- Problem statement: Your task is to copy every record exactly.

═══ Data shown

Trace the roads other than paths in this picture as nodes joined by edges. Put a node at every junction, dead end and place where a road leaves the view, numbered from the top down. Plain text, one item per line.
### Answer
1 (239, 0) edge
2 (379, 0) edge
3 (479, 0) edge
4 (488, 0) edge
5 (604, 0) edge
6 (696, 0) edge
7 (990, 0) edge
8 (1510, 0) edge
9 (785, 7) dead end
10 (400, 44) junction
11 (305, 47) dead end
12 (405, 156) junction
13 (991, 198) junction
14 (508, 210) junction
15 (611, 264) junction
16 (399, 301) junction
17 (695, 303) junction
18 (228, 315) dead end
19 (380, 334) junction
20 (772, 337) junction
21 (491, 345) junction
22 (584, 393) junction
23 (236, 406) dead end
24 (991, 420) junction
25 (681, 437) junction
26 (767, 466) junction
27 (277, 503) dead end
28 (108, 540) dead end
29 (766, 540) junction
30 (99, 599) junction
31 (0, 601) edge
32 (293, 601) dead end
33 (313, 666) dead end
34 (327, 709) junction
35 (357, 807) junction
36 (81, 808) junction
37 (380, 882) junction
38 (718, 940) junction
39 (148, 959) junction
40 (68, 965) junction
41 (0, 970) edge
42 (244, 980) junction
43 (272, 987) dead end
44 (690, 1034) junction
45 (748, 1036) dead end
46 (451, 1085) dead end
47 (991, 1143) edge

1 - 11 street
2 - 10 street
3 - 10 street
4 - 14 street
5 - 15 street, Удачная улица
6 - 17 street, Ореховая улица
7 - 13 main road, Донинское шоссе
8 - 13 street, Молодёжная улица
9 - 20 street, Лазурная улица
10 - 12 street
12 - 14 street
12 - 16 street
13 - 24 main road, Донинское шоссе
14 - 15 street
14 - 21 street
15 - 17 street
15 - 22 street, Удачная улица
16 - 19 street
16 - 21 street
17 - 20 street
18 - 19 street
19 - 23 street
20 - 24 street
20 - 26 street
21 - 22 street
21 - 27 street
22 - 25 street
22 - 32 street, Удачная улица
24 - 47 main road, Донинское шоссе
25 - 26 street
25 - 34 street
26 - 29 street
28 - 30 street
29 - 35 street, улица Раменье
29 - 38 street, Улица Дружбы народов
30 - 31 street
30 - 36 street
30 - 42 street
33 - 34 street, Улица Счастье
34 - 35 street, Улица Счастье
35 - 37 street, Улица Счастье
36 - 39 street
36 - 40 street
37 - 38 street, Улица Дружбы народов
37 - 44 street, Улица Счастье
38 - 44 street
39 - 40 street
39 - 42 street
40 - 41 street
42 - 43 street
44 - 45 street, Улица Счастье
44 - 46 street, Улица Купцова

══════

- Result of this task:
Trace the roads other than paths in this picture as nodes joined by edges. Put a node at every junction, dead end and place where a road leaves the view, numbered from the top down. Plain text, one item per line.
### Answer
1 (239, 0) edge
2 (379, 0) edge
3 (479, 0) edge
4 (488, 0) edge
5 (604, 0) edge
6 (696, 0) edge
7 (990, 0) edge
8 (1510, 0) edge
9 (785, 7) dead end
10 (400, 44) junction
11 (305, 47) dead end
12 (405, 156) junction
13 (991, 198) junction
14 (508, 210) junction
15 (611, 264) junction
16 (399, 301) junction
17 (695, 303) junction
18 (228, 315) dead end
19 (380, 334) junction
20 (772, 337) junction
21 (491, 345) junction
22 (584, 393) junction
23 (236, 406) dead end
24 (991, 420) junction
25 (681, 437) junction
26 (767, 466) junction
27 (277, 503) dead end
28 (108, 540) dead end
29 (766, 540) junction
30 (99, 599) junction
31 (0, 601) edge
32 (293, 601) dead end
33 (313, 666) dead end
34 (327, 709) junction
35 (357, 807) junction
36 (81, 808) junction
37 (380, 882) junction
38 (718, 940) junction
39 (148, 959) junction
40 (68, 965) junction
41 (0, 970) edge
42 (244, 980) junction
43 (272, 987) dead end
44 (690, 1034) junction
45 (748, 1036) dead end
46 (451, 1085) dead end
47 (991, 1143) edge

1 - 11 street
2 - 10 street
3 - 10 street
4 - 14 street
5 - 15 street, Удачная улица
6 - 17 street, Ореховая улица
7 - 13 main road, Донинское шоссе
8 - 13 street, Молодёжная улица
9 - 20 street, Лазурная улица
10 - 12 street
12 - 14 street
12 - 16 street
13 - 24 main road, Донинское шоссе
14 - 15 street
14 - 21 street
15 - 17 street
15 - 22 street, Удачная улица
16 - 19 street
16 - 21 street
17 - 20 street
18 - 19 street
19 - 23 street
20 - 24 street
20 - 26 street
21 - 22 street
21 - 27 street
22 - 25 street
22 - 32 street, Удачная улица
24 - 47 main road, Донинское шоссе
25 - 26 street
25 - 34 street
26 - 29 street
28 - 30 street
29 - 35 street, улица Раменье
29 - 38 street, Улица Дружбы народов
30 - 31 street
30 - 36 street
30 - 42 street
33 - 34 street, Улица Счастье
34 - 35 street, Улица Счастье
35 - 37 street, Улица Счастье
36 - 39 street
36 - 40 street
37 - 38 street, Улица Дружбы народов
37 - 44 street, Улица Счастье
38 - 44 street
39 - 40 street
39 - 42 street
40 - 41 street
42 - 43 street
44 - 45 street, Улица Счастье
44 - 46 street, Улица Купцова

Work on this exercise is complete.